Monday, November 13, 2023

Unit plan brainstorm success?

 Before you can plan the particulars of a unit, you need to make sure that the standards and objectives are clearly defined and that your unit assessment is aligned to those standards and objectives. (In other words, you need to complete steps 1 and 2 of Backward Design before you can do step 3). This assignment will allow you to test the alignment of two units of instruction from your Scope and Sequence before developing their individual lesson plans. Did I mention INTASC standards 5, 6, 7, and 8?

To be successful on this assignment . . .

  1. Choose a partner with whom you would like to work on this assignment. You may choose your Scope and Sequence partner, but you don’t have to.

  2. Between you, choose two units that you'd like to brainstorm in a bit more detail. The units can be pulled from anywhere in your year. Choose units that are particularly conducive to performance summative assessments, because that's the type of summative assessment we emphasize in EDSC4550.

  3. Complete a Unit Brainstorm cover sheet for each unit you have selected. This can mostly be done by cutting and pasting standards, objectives, and essential questions from your Scope and Sequence.

  4. Create a GRASPS performance assessment and accompanying rubric (analytic) for each potential unit. Make sure that your unit standards and objectives, essential questions, performance assessment, and rubric align. (Those elements need to answer to one another). 
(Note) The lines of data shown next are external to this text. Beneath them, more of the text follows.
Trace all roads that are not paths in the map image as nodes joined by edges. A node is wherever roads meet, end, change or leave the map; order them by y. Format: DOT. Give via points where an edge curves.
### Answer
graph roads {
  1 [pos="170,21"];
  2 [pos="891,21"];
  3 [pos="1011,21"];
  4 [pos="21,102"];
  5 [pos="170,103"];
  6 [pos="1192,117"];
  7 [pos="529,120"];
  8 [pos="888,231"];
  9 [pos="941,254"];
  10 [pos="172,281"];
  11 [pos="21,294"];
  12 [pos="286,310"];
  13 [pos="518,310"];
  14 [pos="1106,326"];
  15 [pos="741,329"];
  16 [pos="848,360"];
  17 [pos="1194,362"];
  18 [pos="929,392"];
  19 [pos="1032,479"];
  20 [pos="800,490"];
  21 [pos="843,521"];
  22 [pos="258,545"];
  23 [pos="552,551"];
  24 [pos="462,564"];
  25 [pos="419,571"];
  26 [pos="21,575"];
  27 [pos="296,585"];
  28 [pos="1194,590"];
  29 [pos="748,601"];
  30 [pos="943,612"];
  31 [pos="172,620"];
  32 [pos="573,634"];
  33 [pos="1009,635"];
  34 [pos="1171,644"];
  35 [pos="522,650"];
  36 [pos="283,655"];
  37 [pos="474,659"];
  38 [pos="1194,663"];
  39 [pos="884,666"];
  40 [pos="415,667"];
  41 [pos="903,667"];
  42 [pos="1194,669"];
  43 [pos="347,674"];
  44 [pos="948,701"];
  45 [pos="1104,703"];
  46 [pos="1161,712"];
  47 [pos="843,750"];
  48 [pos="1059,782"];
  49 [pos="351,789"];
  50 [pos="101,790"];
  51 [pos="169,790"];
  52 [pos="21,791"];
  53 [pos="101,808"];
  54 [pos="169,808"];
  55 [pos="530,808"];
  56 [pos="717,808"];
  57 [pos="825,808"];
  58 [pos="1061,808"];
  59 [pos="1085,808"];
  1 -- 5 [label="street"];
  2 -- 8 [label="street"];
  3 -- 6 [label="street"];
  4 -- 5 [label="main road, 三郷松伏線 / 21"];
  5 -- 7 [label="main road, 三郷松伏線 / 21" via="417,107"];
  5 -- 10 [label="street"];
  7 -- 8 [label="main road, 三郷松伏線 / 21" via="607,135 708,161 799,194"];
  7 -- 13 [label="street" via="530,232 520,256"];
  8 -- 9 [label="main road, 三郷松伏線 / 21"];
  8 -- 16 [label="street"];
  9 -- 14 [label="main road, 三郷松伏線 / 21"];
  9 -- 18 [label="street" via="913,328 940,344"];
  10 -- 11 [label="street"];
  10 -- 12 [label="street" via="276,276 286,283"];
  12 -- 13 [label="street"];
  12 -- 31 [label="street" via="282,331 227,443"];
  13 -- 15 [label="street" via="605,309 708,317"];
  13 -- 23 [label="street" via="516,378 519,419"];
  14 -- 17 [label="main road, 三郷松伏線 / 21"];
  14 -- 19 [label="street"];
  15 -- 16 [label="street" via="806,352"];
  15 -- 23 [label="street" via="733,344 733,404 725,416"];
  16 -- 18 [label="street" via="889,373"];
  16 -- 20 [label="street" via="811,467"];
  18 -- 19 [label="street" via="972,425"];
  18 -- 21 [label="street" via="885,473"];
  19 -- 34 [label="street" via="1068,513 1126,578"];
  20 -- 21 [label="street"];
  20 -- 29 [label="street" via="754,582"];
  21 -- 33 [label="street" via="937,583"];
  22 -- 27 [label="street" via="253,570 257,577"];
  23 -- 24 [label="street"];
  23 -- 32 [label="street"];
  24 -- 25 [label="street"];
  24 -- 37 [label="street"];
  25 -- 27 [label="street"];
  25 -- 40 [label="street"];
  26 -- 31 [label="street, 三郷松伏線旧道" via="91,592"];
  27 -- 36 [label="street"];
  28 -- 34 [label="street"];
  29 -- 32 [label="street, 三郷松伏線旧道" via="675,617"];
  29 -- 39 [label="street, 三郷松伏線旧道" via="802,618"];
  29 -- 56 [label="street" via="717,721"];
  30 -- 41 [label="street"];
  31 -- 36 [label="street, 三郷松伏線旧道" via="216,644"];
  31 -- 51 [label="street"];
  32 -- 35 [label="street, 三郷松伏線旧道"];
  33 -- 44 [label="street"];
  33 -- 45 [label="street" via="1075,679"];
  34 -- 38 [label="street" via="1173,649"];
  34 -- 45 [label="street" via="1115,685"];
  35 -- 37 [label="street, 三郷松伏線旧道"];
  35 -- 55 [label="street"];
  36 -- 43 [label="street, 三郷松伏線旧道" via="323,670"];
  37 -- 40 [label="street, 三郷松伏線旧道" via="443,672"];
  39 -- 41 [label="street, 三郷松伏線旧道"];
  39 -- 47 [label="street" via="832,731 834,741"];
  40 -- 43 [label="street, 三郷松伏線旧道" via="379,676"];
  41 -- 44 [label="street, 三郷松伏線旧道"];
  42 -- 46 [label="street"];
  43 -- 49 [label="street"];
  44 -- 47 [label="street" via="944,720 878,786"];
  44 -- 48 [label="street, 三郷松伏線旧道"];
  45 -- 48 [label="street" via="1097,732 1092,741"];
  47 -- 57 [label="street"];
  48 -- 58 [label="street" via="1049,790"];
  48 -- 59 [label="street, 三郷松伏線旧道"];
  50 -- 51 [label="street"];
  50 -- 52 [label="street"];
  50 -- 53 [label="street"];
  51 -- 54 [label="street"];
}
  5. Compose a commentary for each unit that responds to the following prompts:

  • Describe the central focus and purpose of the content you will teach in the unit

  • Given the central focus, describe how the standards, objectives, and indicators within your unit address the use of content knowledge, demonstration of content-related skills, and development of content-related attitudes as well as social and/or non-cognitive skills. (This is edTPA language, I just want you to explain how your standards and objectives align to the central focus).